> **Task objective**
What this exercise needs is every entry restated as written, with no pictures.

Dataset entries
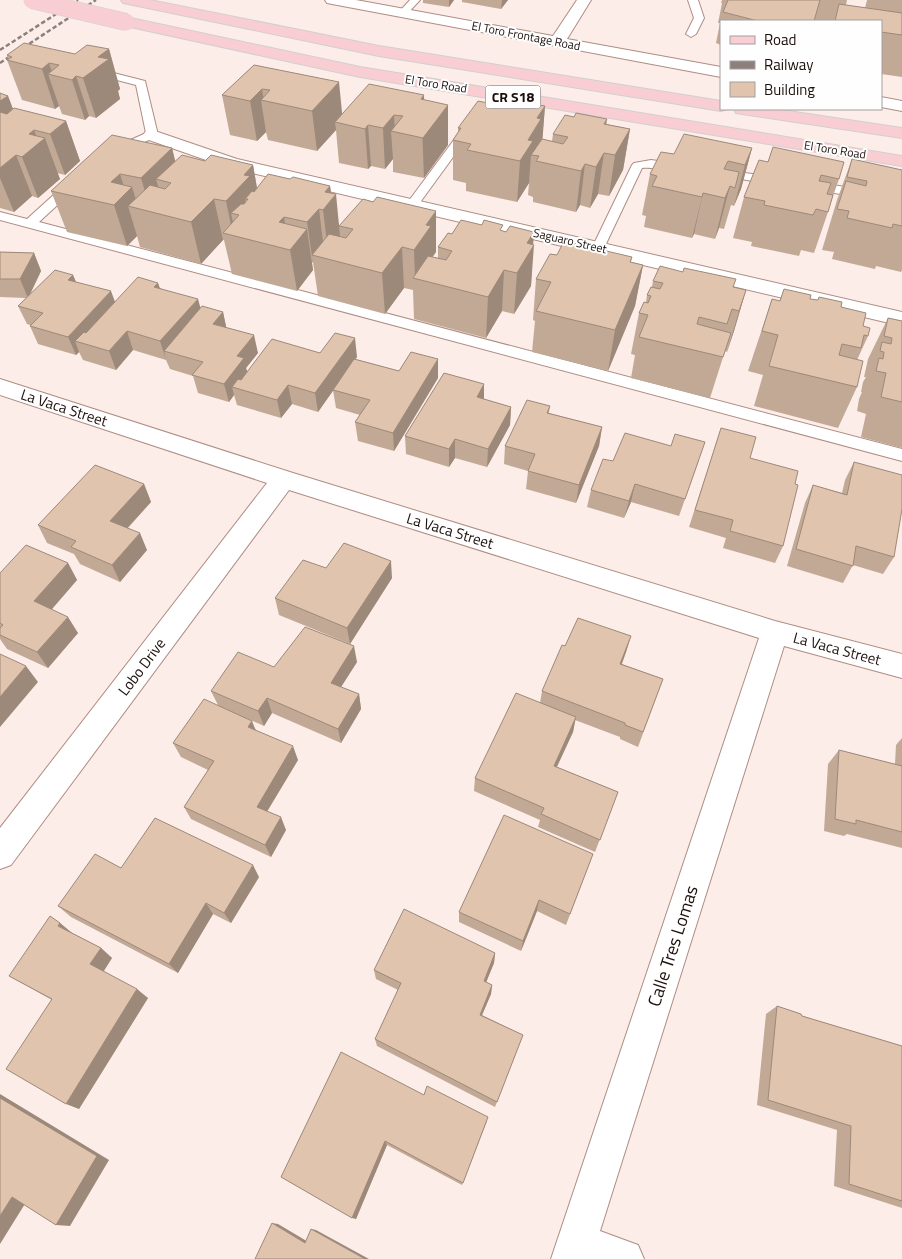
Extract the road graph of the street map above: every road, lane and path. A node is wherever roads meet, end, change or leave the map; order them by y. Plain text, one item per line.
1 (32, 0) edge
2 (128, 0) edge
3 (332, 0) edge
4 (415, 0) edge
5 (584, 0) edge
6 (693, 0) edge
7 (403, 13) junction
8 (691, 34) dead end
9 (557, 42) junction
10 (80, 67) edge
11 (720, 72) edge
12 (882, 102) edge
13 (720, 106) edge
14 (902, 106) edge
15 (749, 110) edge
16 (466, 132) edge
17 (902, 133) edge
18 (152, 135) junction
19 (106, 158) edge
20 (902, 161) edge
21 (690, 168) edge
22 (709, 171) edge
23 (82, 176) edge
24 (902, 199) edge
25 (412, 205) junction
26 (0, 216) edge
27 (30, 223) junction
28 (598, 248) junction
29 (902, 319) edge
30 (0, 387) edge
31 (902, 455) edge
32 (284, 479) junction
33 (776, 632) junction
34 (902, 666) edge
35 (0, 854) edge
36 (573, 1251) edge
37 (624, 1259) edge

1 - 20 main road, El Toro Road / CR S18, bridge
2 - 13 main road, El Toro Road / CR S18
3 - 7 street, El Toro Frontage Road
4 - 7 lane
5 - 9 street
6 - 8 lane
7 - 9 street, El Toro Frontage Road
9 - 11 street, El Toro Frontage Road
10 - 18 lane
12 - 14 street
15 - 17 main road, El Toro Road
16 - 25 lane
18 - 19 lane
18 - 25 street, Saguaro Street
21 - 28 lane
22 - 24 lane
23 - 27 lane
25 - 28 street, Saguaro Street
26 - 27 lane
27 - 31 lane
28 - 29 street, Saguaro Street
30 - 32 street, La Vaca Street
32 - 33 street, La Vaca Street
32 - 35 street, Lobo Drive
33 - 34 street, La Vaca Street
33 - 36 street, Calle Tres Lomas
36 - 37 street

> **Answer to this problem**
Extract the road graph of the street map above: every road, lane and path. A node is wherever roads meet, end, change or leave the map; order them by y. Plain text, one item per line.
1 (32, 0) edge
2 (128, 0) edge
3 (332, 0) edge
4 (415, 0) edge
5 (584, 0) edge
6 (693, 0) edge
7 (403, 13) junction
8 (691, 34) dead end
9 (557, 42) junction
10 (80, 67) edge
11 (720, 72) edge
12 (882, 102) edge
13 (720, 106) edge
14 (902, 106) edge
15 (749, 110) edge
16 (466, 132) edge
17 (902, 133) edge
18 (152, 135) junction
19 (106, 158) edge
20 (902, 161) edge
21 (690, 168) edge
22 (709, 171) edge
23 (82, 176) edge
24 (902, 199) edge
25 (412, 205) junction
26 (0, 216) edge
27 (30, 223) junction
28 (598, 248) junction
29 (902, 319) edge
30 (0, 387) edge
31 (902, 455) edge
32 (284, 479) junction
33 (776, 632) junction
34 (902, 666) edge
35 (0, 854) edge
36 (573, 1251) edge
37 (624, 1259) edge

1 - 20 main road, El Toro Road / CR S18, bridge
2 - 13 main road, El Toro Road / CR S18
3 - 7 street, El Toro Frontage Road
4 - 7 lane
5 - 9 street
6 - 8 lane
7 - 9 street, El Toro Frontage Road
9 - 11 street, El Toro Frontage Road
10 - 18 lane
12 - 14 street
15 - 17 main road, El Toro Road
16 - 25 lane
18 - 19 lane
18 - 25 street, Saguaro Street
21 - 28 lane
22 - 24 lane
23 - 27 lane
25 - 28 street, Saguaro Street
26 - 27 lane
27 - 31 lane
28 - 29 street, Saguaro Street
30 - 32 street, La Vaca Street
32 - 33 street, La Vaca Street
32 - 35 street, Lobo Drive
33 - 34 street, La Vaca Street
33 - 36 street, Calle Tres Lomas
36 - 37 street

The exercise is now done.